Collected data entries
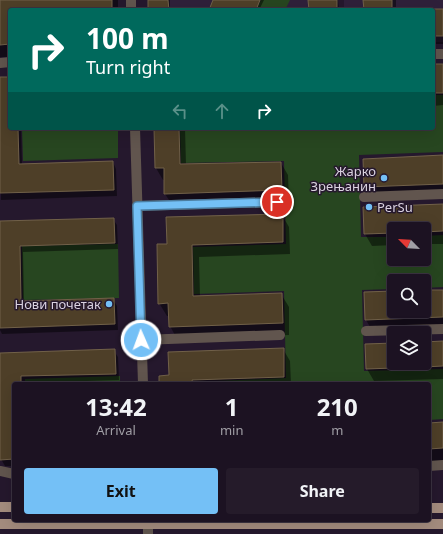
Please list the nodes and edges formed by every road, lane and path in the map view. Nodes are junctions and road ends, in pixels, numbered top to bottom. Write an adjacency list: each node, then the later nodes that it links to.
1 (135, 130): 5 (street)
2 (443, 194): 3 (street)
3 (364, 197)
4 (277, 202): 5 (street)
5 (137, 206): 9 (street)
6 (443, 329): 7 (street)
7 (366, 331)
8 (280, 336): 9 (street)
9 (141, 340): 10 (street)
10 (143, 382)
11 (443, 465): 12 (street)
12 (431, 466)
13 (0, 471): 14 (street)
14 (12, 474)
15 (0, 507): 16 (main road)
16 (12, 507)
17 (431, 508): 18 (main road)
18 (443, 508)
19 (0, 524): 21 (main road)
20 (443, 524): 21 (main road)
21 (148, 529)

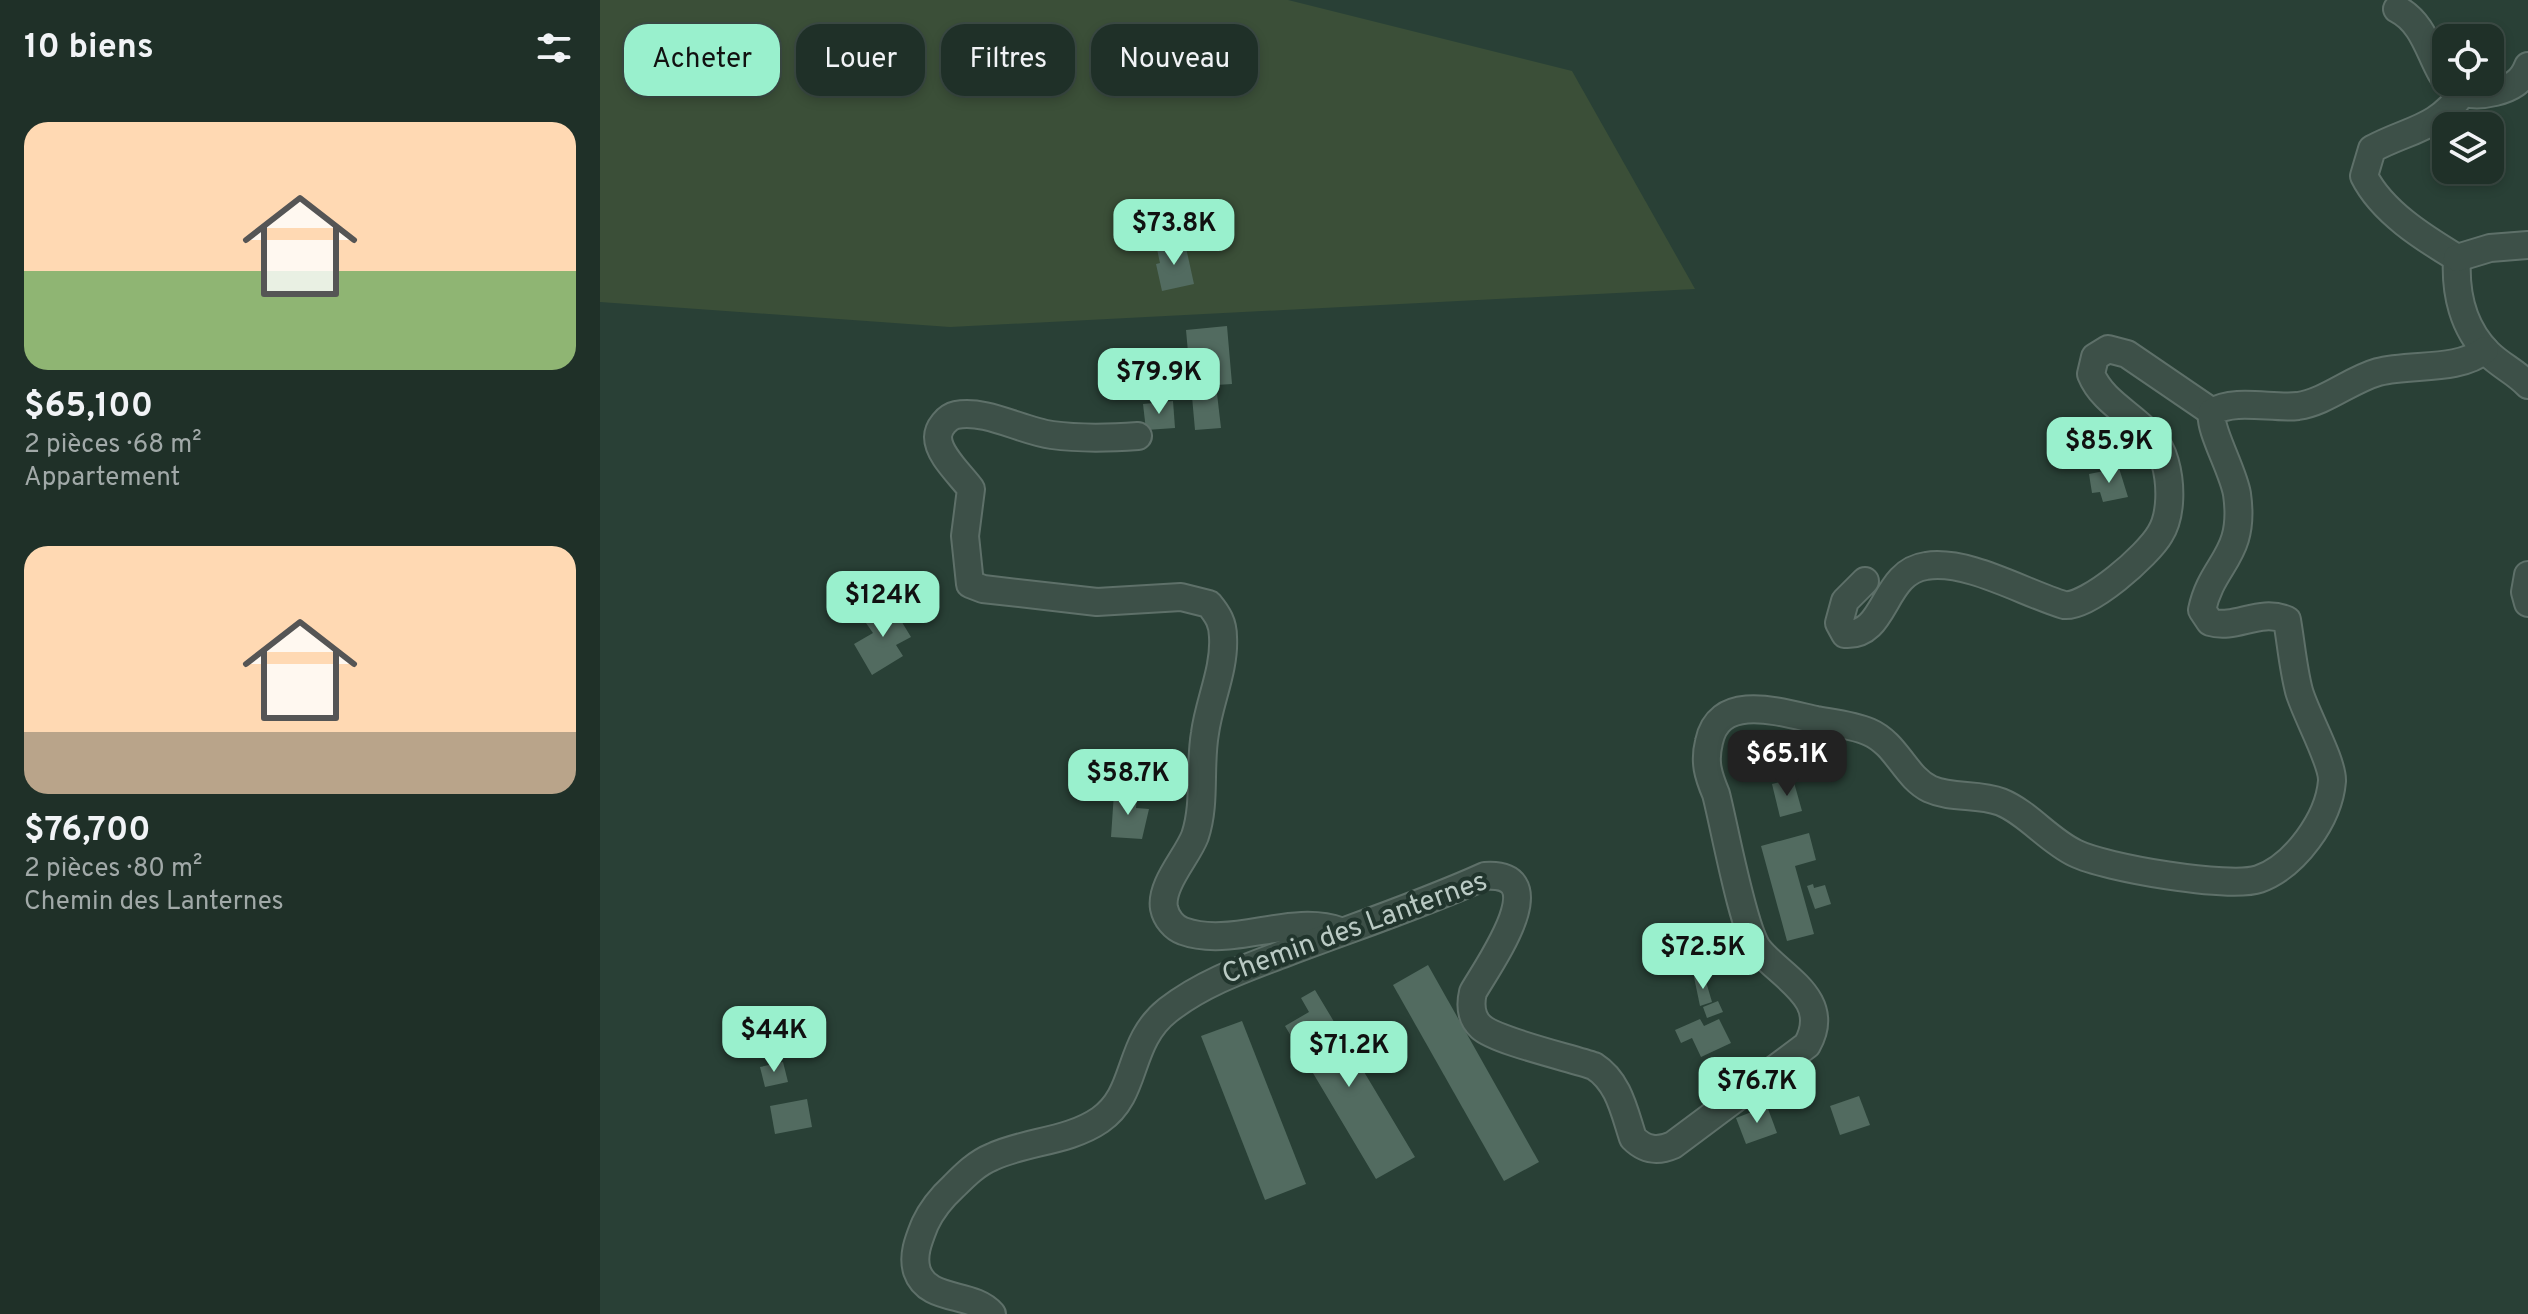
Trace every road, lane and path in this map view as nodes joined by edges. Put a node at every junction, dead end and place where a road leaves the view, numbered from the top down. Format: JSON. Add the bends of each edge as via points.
{"nodes":[{"id":1,"x":2397,"y":9,"type":"dead end"},
{"id":2,"x":2432,"y":49,"type":"edge"},
{"id":3,"x":2528,"y":66,"type":"edge"},
{"id":4,"x":2504,"y":89,"type":"edge"},
{"id":5,"x":2460,"y":96,"type":"edge"},
{"id":6,"x":2528,"y":245,"type":"edge"},
{"id":7,"x":2457,"y":258,"type":"junction"},
{"id":8,"x":2485,"y":350,"type":"junction"},
{"id":9,"x":2528,"y":385,"type":"edge"},
{"id":10,"x":2212,"y":412,"type":"junction"},
{"id":11,"x":1138,"y":436,"type":"dead end"},
{"id":12,"x":2528,"y":575,"type":"edge"},
{"id":13,"x":1865,"y":581,"type":"dead end"},
{"id":14,"x":2528,"y":603,"type":"edge"},
{"id":15,"x":1341,"y":932,"type":"junction"},
{"id":16,"x":992,"y":1314,"type":"edge"}],
"edges":[{"from":1,"to":2,"type":"street","via":[[2412,16]]},
{"from":3,"to":4,"type":"street","via":[[2514,86]]},
{"from":5,"to":7,"type":"street","via":[[2430,126],[2372,149],[2364,176],[2394,213]]},
{"from":6,"to":7,"type":"street"},
{"from":7,"to":8,"type":"street","via":[[2463,312]]},
{"from":8,"to":9,"type":"street"},
{"from":8,"to":10,"type":"street","via":[[2460,362],[2380,372],[2305,405],[2228,406]]},
{"from":10,"to":13,"type":"street","via":[[2127,354],[2116,349],[2097,354],[2091,364],[2094,380],[2161,450],[2168,476],[2168,514],[2146,552],[2080,604],[2064,605],[1961,569],[1929,565],[1898,583],[1872,625],[1845,634],[1839,623],[1845,601]]},
{"from":10,"to":15,"type":"street","name":"Chemin des Lanternes","via":[[2214,433],[2232,467],[2240,515],[2228,561],[2202,610],[2210,622],[2220,624],[2265,614],[2287,620],[2299,691],[2332,779],[2326,809],[2312,832],[2292,856],[2257,880],[2136,871],[2077,855],[2005,803],[1929,789],[1897,752],[1868,731],[1781,712],[1737,710],[1719,717],[1711,729],[1707,771],[1754,943],[1802,988],[1813,1034],[1807,1045],[1683,1138],[1656,1150],[1633,1138],[1606,1073],[1489,1033],[1475,1020],[1473,992],[1519,909],[1511,884],[1485,876]]},
{"from":11,"to":15,"type":"street","via":[[1053,435],[982,416],[954,415],[942,424],[938,437],[944,453],[971,489],[965,536],[970,584],[1097,602],[1181,597],[1209,604],[1221,621],[1223,640],[1205,732],[1200,818],[1163,907],[1183,931],[1196,933],[1255,933],[1313,924]]},
{"from":12,"to":14,"type":"street"},
{"from":15,"to":16,"type":"street","name":"Chemin des Lanternes","via":[[1211,982],[1166,1011],[1140,1044],[1123,1095],[1104,1118],[1073,1133],[992,1156],[945,1195],[920,1237],[917,1271],[935,1291],[969,1298]]}]}
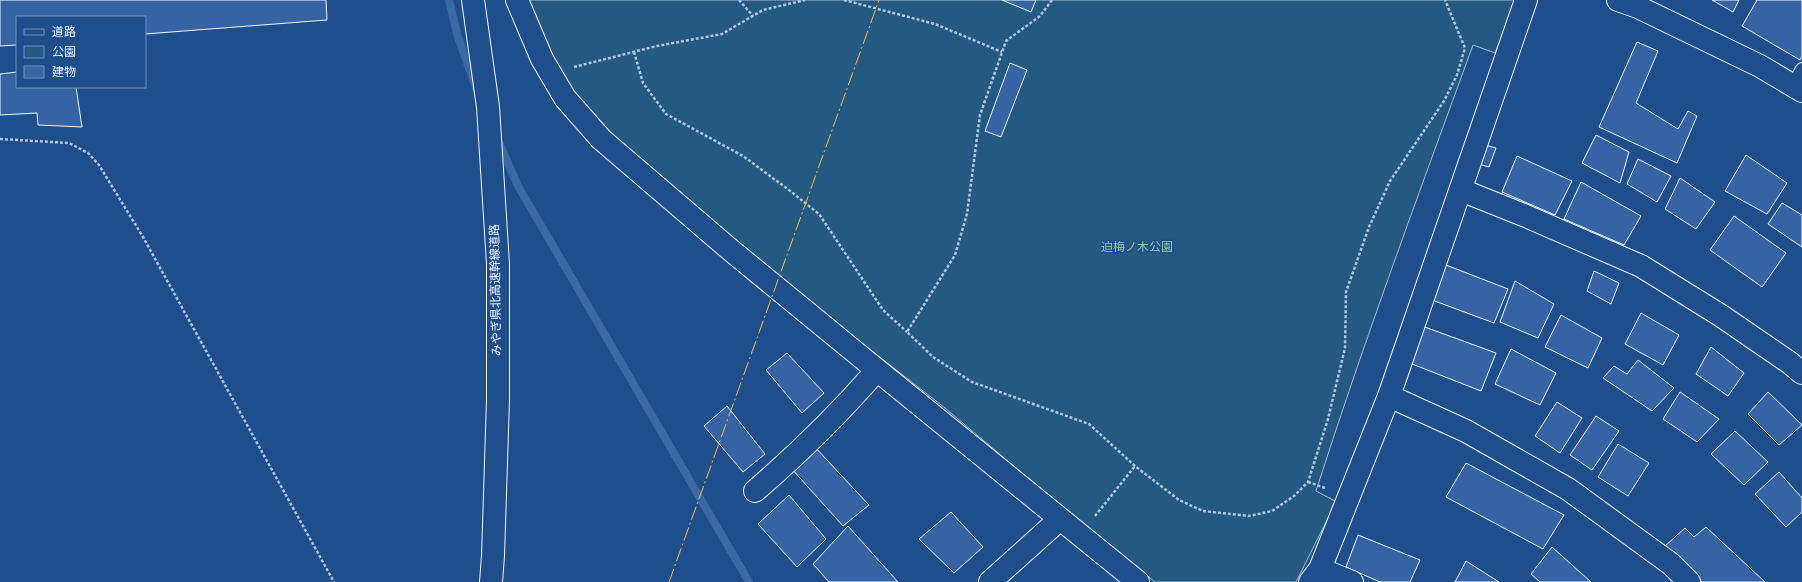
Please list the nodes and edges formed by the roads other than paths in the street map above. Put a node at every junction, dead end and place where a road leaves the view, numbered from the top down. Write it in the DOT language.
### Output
graph roads {
  1 [pos="472,0"];
  2 [pos="516,0"];
  3 [pos="1526,0"];
  4 [pos="1618,0"];
  5 [pos="1799,82"];
  6 [pos="1461,190"];
  7 [pos="877,370"];
  8 [pos="1802,373"];
  9 [pos="1388,396"];
  10 [pos="754,491"];
  11 [pos="1060,520"];
  12 [pos="1315,575"];
  13 [pos="491,582"];
  14 [pos="990,582"];
  15 [pos="1138,582"];
  16 [pos="1352,582"];
  17 [pos="1689,582"];
  1 -- 13 [label="street, みやぎ県北高速幹線道路"];
  2 -- 7 [label="street"];
  3 -- 6 [label="street"];
  4 -- 5 [label="street"];
  6 -- 8 [label="street"];
  6 -- 9 [label="street"];
  7 -- 10 [label="street"];
  7 -- 11 [label="street"];
  9 -- 12 [label="street"];
  9 -- 17 [label="street"];
  11 -- 14 [label="street"];
  11 -- 15 [label="street"];
  12 -- 16 [label="street"];
}
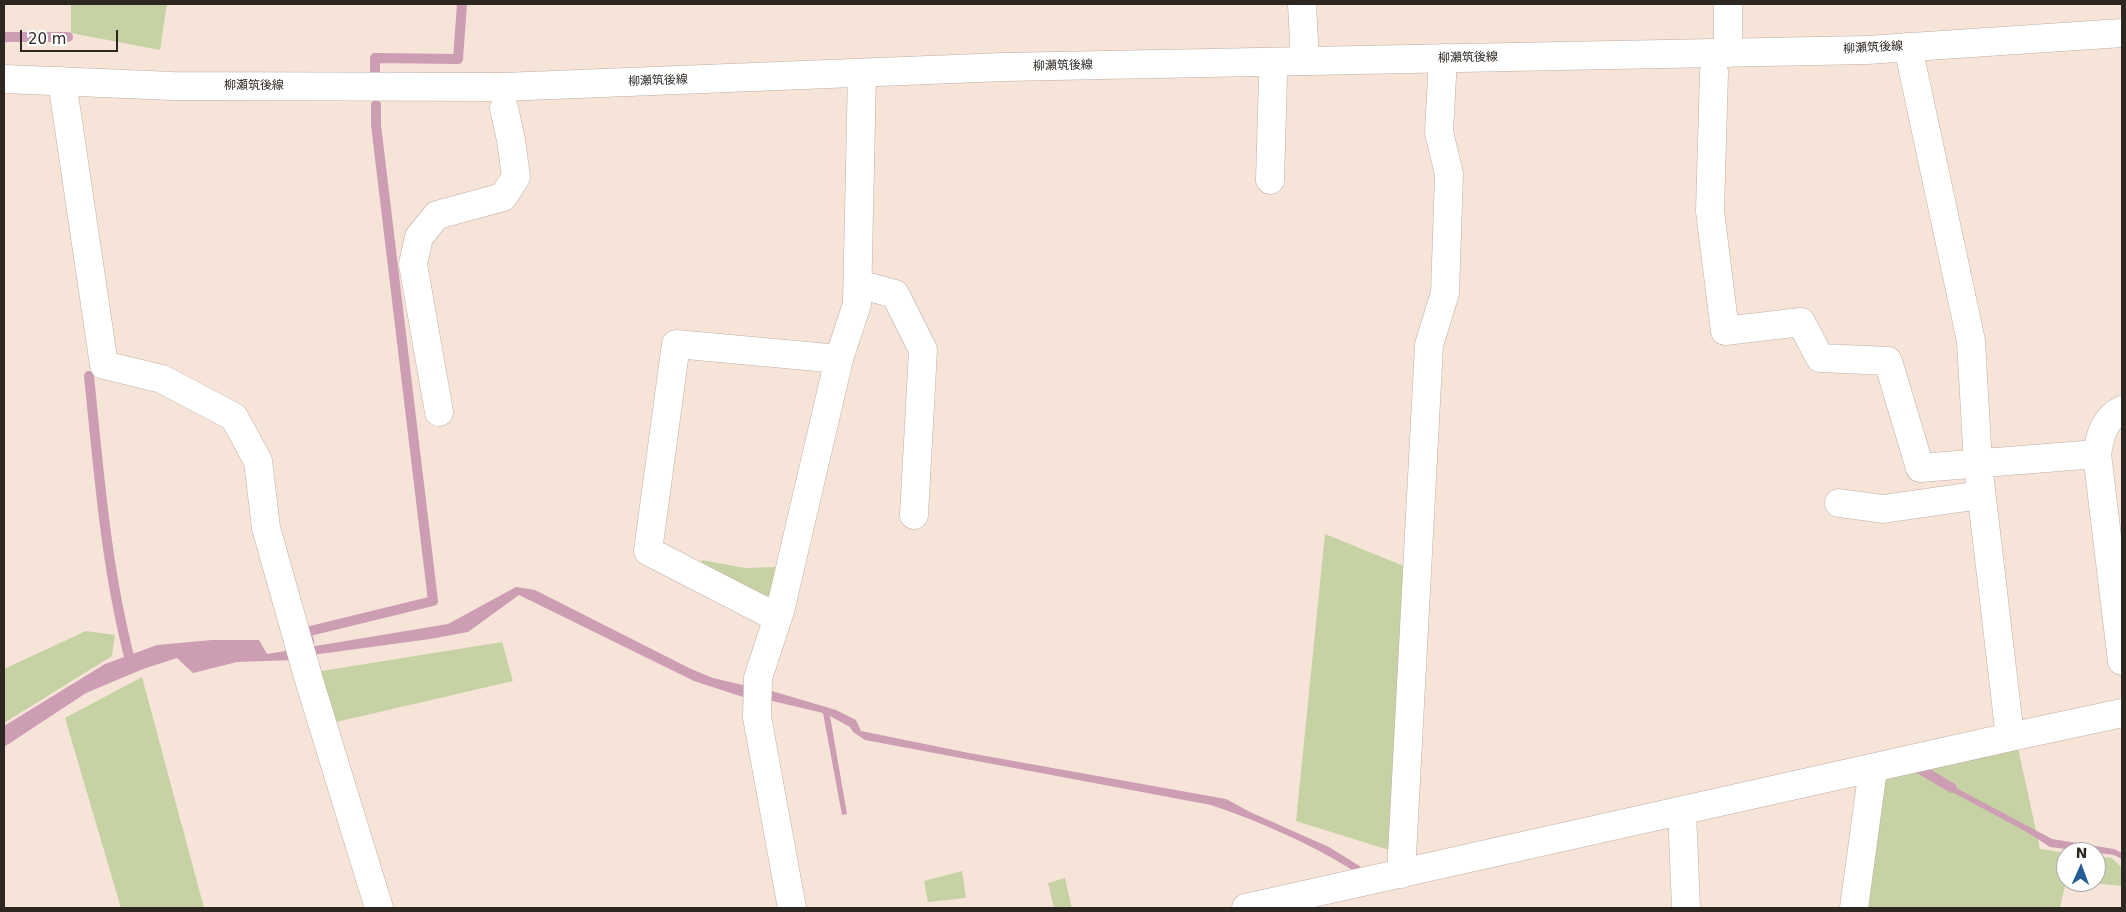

● Task brief
Reproduce each entry precisely, dropping only the pictures.

● Task response
Please list the nodes and edges formed by every road, lane and path in the map view. Nodes are junctions and road ends, in pixels, numbered top to bottom. Write an adjacency list: each node, then the later nodes that it links to.
1 (135, 130): 5 (street)
2 (443, 194): 3 (street)
3 (364, 197)
4 (277, 202): 5 (street)
5 (137, 206): 9 (street)
6 (443, 329): 7 (street)
7 (366, 331)
8 (280, 336): 9 (street)
9 (141, 340): 10 (street)
10 (143, 382)
11 (443, 465): 12 (street)
12 (431, 466)
13 (0, 471): 14 (street)
14 (12, 474)
15 (0, 507): 16 (main road)
16 (12, 507)
17 (431, 508): 18 (main road)
18 (443, 508)
19 (0, 524): 21 (main road)
20 (443, 524): 21 (main road)
21 (148, 529)

Trace every road, lane and path in this map view as nodes joined by edges. Put a node at every junction, dead end and place where a road leaves the view, numbered from the top down. Format: JSON. Add the bends of each edge as via points.
{"nodes":[{"id":1,"x":2397,"y":9,"type":"dead end"},
{"id":2,"x":2432,"y":49,"type":"edge"},
{"id":3,"x":2528,"y":66,"type":"edge"},
{"id":4,"x":2504,"y":89,"type":"edge"},
{"id":5,"x":2460,"y":96,"type":"edge"},
{"id":6,"x":2528,"y":245,"type":"edge"},
{"id":7,"x":2457,"y":258,"type":"junction"},
{"id":8,"x":2485,"y":350,"type":"junction"},
{"id":9,"x":2528,"y":385,"type":"edge"},
{"id":10,"x":2212,"y":412,"type":"junction"},
{"id":11,"x":1138,"y":436,"type":"dead end"},
{"id":12,"x":2528,"y":575,"type":"edge"},
{"id":13,"x":1865,"y":581,"type":"dead end"},
{"id":14,"x":2528,"y":603,"type":"edge"},
{"id":15,"x":1341,"y":932,"type":"junction"},
{"id":16,"x":992,"y":1314,"type":"edge"}],
"edges":[{"from":1,"to":2,"type":"street","via":[[2412,16]]},
{"from":3,"to":4,"type":"street","via":[[2514,86]]},
{"from":5,"to":7,"type":"street","via":[[2430,126],[2372,149],[2364,176],[2394,213]]},
{"from":6,"to":7,"type":"street"},
{"from":7,"to":8,"type":"street","via":[[2463,312]]},
{"from":8,"to":9,"type":"street"},
{"from":8,"to":10,"type":"street","via":[[2460,362],[2380,372],[2305,405],[2228,406]]},
{"from":10,"to":13,"type":"street","via":[[2127,354],[2116,349],[2097,354],[2091,364],[2094,380],[2161,450],[2168,476],[2168,514],[2146,552],[2080,604],[2064,605],[1961,569],[1929,565],[1898,583],[1872,625],[1845,634],[1839,623],[1845,601]]},
{"from":10,"to":15,"type":"street","name":"Chemin des Lanternes","via":[[2214,433],[2232,467],[2240,515],[2228,561],[2202,610],[2210,622],[2220,624],[2265,614],[2287,620],[2299,691],[2332,779],[2326,809],[2312,832],[2292,856],[2257,880],[2136,871],[2077,855],[2005,803],[1929,789],[1897,752],[1868,731],[1781,712],[1737,710],[1719,717],[1711,729],[1707,771],[1754,943],[1802,988],[1813,1034],[1807,1045],[1683,1138],[1656,1150],[1633,1138],[1606,1073],[1489,1033],[1475,1020],[1473,992],[1519,909],[1511,884],[1485,876]]},
{"from":11,"to":15,"type":"street","via":[[1053,435],[982,416],[954,415],[942,424],[938,437],[944,453],[971,489],[965,536],[970,584],[1097,602],[1181,597],[1209,604],[1221,621],[1223,640],[1205,732],[1200,818],[1163,907],[1183,931],[1196,933],[1255,933],[1313,924]]},
{"from":12,"to":14,"type":"street"},
{"from":15,"to":16,"type":"street","name":"Chemin des Lanternes","via":[[1211,982],[1166,1011],[1140,1044],[1123,1095],[1104,1118],[1073,1133],[992,1156],[945,1195],[920,1237],[917,1271],[935,1291],[969,1298]]}]}
Please list the nodes and edges formed by the roads other than paths in the street map above. Put a node at every junction, dead end and place where a road leaves the view, numbered from the top down. Write it in the DOT language.
### Output
graph roads {
  1 [pos="472,0"];
  2 [pos="516,0"];
  3 [pos="1526,0"];
  4 [pos="1618,0"];
  5 [pos="1799,82"];
  6 [pos="1461,190"];
  7 [pos="877,370"];
  8 [pos="1802,373"];
  9 [pos="1388,396"];
  10 [pos="754,491"];
  11 [pos="1060,520"];
  12 [pos="1315,575"];
  13 [pos="491,582"];
  14 [pos="990,582"];
  15 [pos="1138,582"];
  16 [pos="1352,582"];
  17 [pos="1689,582"];
  1 -- 13 [label="street, みやぎ県北高速幹線道路"];
  2 -- 7 [label="street"];
  3 -- 6 [label="street"];
  4 -- 5 [label="street"];
  6 -- 8 [label="street"];
  6 -- 9 [label="street"];
  7 -- 10 [label="street"];
  7 -- 11 [label="street"];
  9 -- 12 [label="street"];
  9 -- 17 [label="street"];
  11 -- 14 [label="street"];
  11 -- 15 [label="street"];
  12 -- 16 [label="street"];
}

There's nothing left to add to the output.